Being known by God is about a relationship. It is about being open before Him, noting the areas of our lives in which we are not trusting Him. It is coming to prayer ready to humbly and transparently confess, “Lord, I have not placed my confidence in you. I have chosen to worry about this health issue, job, or family struggle instead of bringing it to you in prayer.” It is asking the Lord to search our hearts and reveal to us our motivations and where we may be excusing ourselves from guilt or putting blame on others. It is being vulnerable before Him and asking Him to expose our blind spots.
God wants not simply to be known but to know us—in other words, He wants a relationship. This desire to know us is evident in John 10:14 when Jesus said, “I know my own and my own know me.” Paul stated that the “Lord knows those who are his” (2 Timothy 2:19, NET). Again, in 1 Corinthians 8:3 he said, “if someone loves God, he is known by God” (NET).
In the 1 Corinthians passage, we see that knowledge without love is an empty pursuit. Love by definition requires more than one person. There can be no love without an object for that love. When we love God, we are known by Him and can experience both salvation and the joy of spiritual transformation as a result of this magnificent relationship. How wonderful that our great and sovereign Creator pursues us, sees us, and wants to know us!
Transforming Your Heart
I believe that we can easily allow anxiety, fears, and pride to diminish our joy when we approach the study of Scripture, prayer, and confession as transactional. There is transformational power in approaching Him with humble transparency and asking Him to search our hearts. Psalm 139 says, “Examine me, O God, and probe my thoughts. Test me, and know my concerns. See if there is any idolatrous way in me, and lead me in the everlasting way” (Psalm 139:24–25). Self-deception can cause us to explain away our worry and narcissism. Inviting the Lord to shine a light into the dark places of our hearts is an essential key in our sanctification.
True transformation happens in our life when we lay our hearts bare before Him, inviting Him to sanctify our hearts.
Theology should not be something we simply study for the sake of knowledge. How does an adult struggling in their home or work life not lose their way? How does a college student find protection against the deceptions of the wisdom of the world so eloquently explained by their professors? How does a pastor or counselor not grow weary when they help others through tragedy and pain? By not allowing our relationship with God to become a one-way street or reducing our walk with Christ to a religious exercise or filling our heads with knowledge for knowledge’s sake. True transformation happens in our life when we lay our hearts bare before Him, inviting Him to sanctify our hearts: “Now may the God of peace Himself sanctify you completely; and may your whole spirit, soul, and body be preserved blameless at the coming of our Lord Jesus Christ” (1 Thessalonians 5:23, NKJV).
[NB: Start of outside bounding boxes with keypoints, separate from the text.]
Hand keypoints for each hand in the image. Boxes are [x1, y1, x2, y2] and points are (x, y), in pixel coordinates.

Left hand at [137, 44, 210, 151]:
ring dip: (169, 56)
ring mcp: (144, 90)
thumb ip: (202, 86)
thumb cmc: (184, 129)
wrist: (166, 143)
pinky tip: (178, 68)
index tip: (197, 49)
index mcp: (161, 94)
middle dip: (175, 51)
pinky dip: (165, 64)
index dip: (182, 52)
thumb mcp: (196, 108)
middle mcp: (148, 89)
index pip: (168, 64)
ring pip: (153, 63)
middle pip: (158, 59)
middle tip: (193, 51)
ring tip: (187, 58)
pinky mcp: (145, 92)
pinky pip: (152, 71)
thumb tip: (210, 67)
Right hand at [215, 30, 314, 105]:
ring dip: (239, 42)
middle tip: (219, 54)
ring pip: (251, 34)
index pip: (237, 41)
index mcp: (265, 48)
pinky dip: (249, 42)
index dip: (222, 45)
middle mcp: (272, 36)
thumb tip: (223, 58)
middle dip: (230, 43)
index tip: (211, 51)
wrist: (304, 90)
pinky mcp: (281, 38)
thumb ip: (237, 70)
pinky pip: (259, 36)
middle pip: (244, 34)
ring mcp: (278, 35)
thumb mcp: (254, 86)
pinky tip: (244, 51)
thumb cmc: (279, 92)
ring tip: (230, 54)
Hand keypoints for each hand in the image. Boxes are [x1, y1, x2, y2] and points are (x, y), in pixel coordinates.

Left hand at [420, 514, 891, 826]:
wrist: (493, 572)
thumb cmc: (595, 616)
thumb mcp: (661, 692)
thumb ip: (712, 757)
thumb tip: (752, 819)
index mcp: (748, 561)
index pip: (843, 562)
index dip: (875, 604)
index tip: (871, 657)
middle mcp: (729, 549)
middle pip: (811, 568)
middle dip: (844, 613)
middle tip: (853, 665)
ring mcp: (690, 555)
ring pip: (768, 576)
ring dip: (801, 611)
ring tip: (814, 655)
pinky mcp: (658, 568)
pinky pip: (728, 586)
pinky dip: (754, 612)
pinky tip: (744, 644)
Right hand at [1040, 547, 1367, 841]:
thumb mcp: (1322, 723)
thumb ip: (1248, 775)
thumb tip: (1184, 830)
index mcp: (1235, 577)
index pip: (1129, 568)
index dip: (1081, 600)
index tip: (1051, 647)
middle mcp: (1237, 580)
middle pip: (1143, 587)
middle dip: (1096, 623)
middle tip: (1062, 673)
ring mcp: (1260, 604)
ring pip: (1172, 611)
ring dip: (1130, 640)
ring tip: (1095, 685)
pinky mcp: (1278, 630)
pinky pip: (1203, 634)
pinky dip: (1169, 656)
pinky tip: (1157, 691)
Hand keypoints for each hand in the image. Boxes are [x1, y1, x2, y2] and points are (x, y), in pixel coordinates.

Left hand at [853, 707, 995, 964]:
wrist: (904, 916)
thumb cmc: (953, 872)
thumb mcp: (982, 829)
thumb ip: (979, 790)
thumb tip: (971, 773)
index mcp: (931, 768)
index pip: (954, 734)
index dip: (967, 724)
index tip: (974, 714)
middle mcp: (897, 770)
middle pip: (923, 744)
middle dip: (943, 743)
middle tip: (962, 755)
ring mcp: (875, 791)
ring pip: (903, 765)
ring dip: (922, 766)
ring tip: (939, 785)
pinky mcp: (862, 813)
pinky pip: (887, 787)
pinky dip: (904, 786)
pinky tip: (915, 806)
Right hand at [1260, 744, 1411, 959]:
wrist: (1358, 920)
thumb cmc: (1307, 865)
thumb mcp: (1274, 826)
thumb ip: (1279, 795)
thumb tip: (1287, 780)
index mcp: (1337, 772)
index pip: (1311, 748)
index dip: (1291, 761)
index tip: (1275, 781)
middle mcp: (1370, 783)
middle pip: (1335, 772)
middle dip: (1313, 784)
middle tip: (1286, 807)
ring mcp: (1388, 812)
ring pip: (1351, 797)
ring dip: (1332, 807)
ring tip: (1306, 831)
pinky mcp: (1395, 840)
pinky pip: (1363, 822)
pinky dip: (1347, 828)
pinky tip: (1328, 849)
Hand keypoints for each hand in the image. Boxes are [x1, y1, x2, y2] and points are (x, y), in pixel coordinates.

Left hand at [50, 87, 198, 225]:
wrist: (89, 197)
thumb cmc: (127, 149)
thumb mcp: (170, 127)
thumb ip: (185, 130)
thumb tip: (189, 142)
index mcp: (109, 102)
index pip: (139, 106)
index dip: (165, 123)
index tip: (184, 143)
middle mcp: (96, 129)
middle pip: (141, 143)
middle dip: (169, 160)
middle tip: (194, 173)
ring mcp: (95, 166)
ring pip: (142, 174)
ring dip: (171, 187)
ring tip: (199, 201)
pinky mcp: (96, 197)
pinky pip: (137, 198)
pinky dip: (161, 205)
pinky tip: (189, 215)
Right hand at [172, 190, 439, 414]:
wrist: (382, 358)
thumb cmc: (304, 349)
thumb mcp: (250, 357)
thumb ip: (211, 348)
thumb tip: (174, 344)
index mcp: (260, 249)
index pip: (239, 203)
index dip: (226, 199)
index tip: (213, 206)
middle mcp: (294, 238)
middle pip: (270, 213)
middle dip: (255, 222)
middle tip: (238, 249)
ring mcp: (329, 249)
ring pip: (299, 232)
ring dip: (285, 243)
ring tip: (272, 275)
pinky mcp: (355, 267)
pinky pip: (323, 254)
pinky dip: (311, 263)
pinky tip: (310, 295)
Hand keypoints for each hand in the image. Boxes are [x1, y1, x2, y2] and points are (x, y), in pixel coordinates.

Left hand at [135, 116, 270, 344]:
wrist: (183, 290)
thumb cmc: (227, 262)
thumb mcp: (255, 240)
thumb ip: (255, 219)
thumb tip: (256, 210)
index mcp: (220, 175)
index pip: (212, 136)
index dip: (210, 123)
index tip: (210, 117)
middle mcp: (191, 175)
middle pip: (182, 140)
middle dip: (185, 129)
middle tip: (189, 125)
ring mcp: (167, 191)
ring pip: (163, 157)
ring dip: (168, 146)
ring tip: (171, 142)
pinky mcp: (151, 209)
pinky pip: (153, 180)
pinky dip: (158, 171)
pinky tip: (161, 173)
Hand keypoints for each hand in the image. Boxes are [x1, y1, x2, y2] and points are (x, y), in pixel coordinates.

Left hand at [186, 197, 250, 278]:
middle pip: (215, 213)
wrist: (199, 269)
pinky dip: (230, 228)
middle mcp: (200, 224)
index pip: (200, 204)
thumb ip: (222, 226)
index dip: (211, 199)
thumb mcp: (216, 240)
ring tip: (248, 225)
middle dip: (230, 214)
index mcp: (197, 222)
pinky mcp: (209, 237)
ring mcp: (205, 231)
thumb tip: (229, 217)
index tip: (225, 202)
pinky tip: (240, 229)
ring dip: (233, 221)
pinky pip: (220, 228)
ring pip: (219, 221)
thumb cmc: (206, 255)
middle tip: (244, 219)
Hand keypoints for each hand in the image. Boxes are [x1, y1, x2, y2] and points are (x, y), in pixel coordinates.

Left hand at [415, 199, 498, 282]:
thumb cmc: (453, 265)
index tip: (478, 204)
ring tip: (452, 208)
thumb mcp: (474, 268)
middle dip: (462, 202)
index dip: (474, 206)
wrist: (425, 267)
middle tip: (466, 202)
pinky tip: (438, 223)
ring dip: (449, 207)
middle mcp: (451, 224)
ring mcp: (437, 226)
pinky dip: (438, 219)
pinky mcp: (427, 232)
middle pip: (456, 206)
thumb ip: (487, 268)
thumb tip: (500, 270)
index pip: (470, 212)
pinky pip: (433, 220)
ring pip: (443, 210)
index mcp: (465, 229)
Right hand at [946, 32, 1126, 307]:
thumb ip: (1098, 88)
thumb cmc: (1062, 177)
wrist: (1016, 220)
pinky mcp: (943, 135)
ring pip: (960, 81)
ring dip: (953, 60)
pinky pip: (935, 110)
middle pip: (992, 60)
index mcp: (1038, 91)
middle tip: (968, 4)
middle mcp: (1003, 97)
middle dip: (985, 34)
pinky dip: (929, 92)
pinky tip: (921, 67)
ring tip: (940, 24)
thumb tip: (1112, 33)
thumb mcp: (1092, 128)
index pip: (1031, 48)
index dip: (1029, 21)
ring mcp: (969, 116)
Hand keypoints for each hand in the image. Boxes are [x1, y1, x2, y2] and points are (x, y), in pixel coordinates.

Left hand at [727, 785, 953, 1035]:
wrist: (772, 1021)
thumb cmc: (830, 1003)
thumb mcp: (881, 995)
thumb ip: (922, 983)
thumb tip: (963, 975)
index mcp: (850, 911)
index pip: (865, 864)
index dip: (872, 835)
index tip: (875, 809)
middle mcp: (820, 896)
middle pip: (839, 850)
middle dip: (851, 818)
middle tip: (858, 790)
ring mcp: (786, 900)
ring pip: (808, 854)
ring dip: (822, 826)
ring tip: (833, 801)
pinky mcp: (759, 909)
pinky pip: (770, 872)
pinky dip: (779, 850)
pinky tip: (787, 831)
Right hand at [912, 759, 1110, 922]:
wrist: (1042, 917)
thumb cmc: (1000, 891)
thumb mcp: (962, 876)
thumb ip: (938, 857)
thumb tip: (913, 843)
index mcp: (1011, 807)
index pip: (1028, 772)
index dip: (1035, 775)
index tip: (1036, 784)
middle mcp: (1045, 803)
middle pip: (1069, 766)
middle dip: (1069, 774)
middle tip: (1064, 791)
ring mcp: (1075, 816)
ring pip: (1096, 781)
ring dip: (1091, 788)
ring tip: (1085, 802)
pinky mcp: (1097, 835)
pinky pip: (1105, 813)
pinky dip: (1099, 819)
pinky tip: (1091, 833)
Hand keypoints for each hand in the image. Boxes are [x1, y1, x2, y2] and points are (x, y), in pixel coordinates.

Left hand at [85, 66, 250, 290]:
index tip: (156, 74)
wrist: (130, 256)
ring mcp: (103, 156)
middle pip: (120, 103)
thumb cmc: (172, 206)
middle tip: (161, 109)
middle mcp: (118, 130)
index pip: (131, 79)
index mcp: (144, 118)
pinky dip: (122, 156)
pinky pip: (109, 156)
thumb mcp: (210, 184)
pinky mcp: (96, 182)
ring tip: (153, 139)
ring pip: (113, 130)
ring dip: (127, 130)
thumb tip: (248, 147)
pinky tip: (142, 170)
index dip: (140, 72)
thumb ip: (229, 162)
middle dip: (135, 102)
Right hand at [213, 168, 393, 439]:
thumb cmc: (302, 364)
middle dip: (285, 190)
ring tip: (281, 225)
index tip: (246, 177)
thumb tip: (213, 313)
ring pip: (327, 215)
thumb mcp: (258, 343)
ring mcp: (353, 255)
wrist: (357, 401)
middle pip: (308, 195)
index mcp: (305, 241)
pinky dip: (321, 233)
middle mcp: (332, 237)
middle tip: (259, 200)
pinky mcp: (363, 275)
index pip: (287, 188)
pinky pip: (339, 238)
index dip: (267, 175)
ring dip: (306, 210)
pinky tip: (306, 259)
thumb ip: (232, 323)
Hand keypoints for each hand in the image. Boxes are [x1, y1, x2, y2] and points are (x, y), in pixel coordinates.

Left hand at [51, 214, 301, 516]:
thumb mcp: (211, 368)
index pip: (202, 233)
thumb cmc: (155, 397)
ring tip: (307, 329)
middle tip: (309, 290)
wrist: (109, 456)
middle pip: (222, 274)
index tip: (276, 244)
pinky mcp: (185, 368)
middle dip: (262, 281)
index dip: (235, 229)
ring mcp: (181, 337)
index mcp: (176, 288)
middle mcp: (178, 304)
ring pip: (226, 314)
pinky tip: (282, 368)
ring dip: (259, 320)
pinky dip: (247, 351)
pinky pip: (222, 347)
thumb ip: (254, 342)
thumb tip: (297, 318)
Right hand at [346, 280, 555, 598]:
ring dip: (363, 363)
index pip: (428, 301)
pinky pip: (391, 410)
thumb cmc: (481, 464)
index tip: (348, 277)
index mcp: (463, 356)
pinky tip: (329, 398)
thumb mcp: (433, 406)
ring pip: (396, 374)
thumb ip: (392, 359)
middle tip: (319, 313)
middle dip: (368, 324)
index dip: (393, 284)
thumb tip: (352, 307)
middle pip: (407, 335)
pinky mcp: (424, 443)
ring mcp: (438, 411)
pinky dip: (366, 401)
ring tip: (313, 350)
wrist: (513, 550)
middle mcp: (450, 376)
I invite you to think of something you love to do. Maybe it is gardening, fishing, woodworking, or painting. Whatever it is, think about how you pursue those wonderful things that God gives us to enjoy. Then, with the realization that while they may be incredibly fulfilling, those hobbies will never know you as you know them. Are you pursuing your relationship with God in a similar way? Has Bible study, prayer, or confession become a rote exercise? Have you ceased inviting God to search the motives of your heart? If so, I invite you to note what you are feeling (is it anxiety? Fear? Doubt?) and ask the Lord to help you discover what is at the root of these issues. Then, place them before our loving Father and put your confidence in Him. Live in the reality that He sees you and has paid the ultimate price to know you.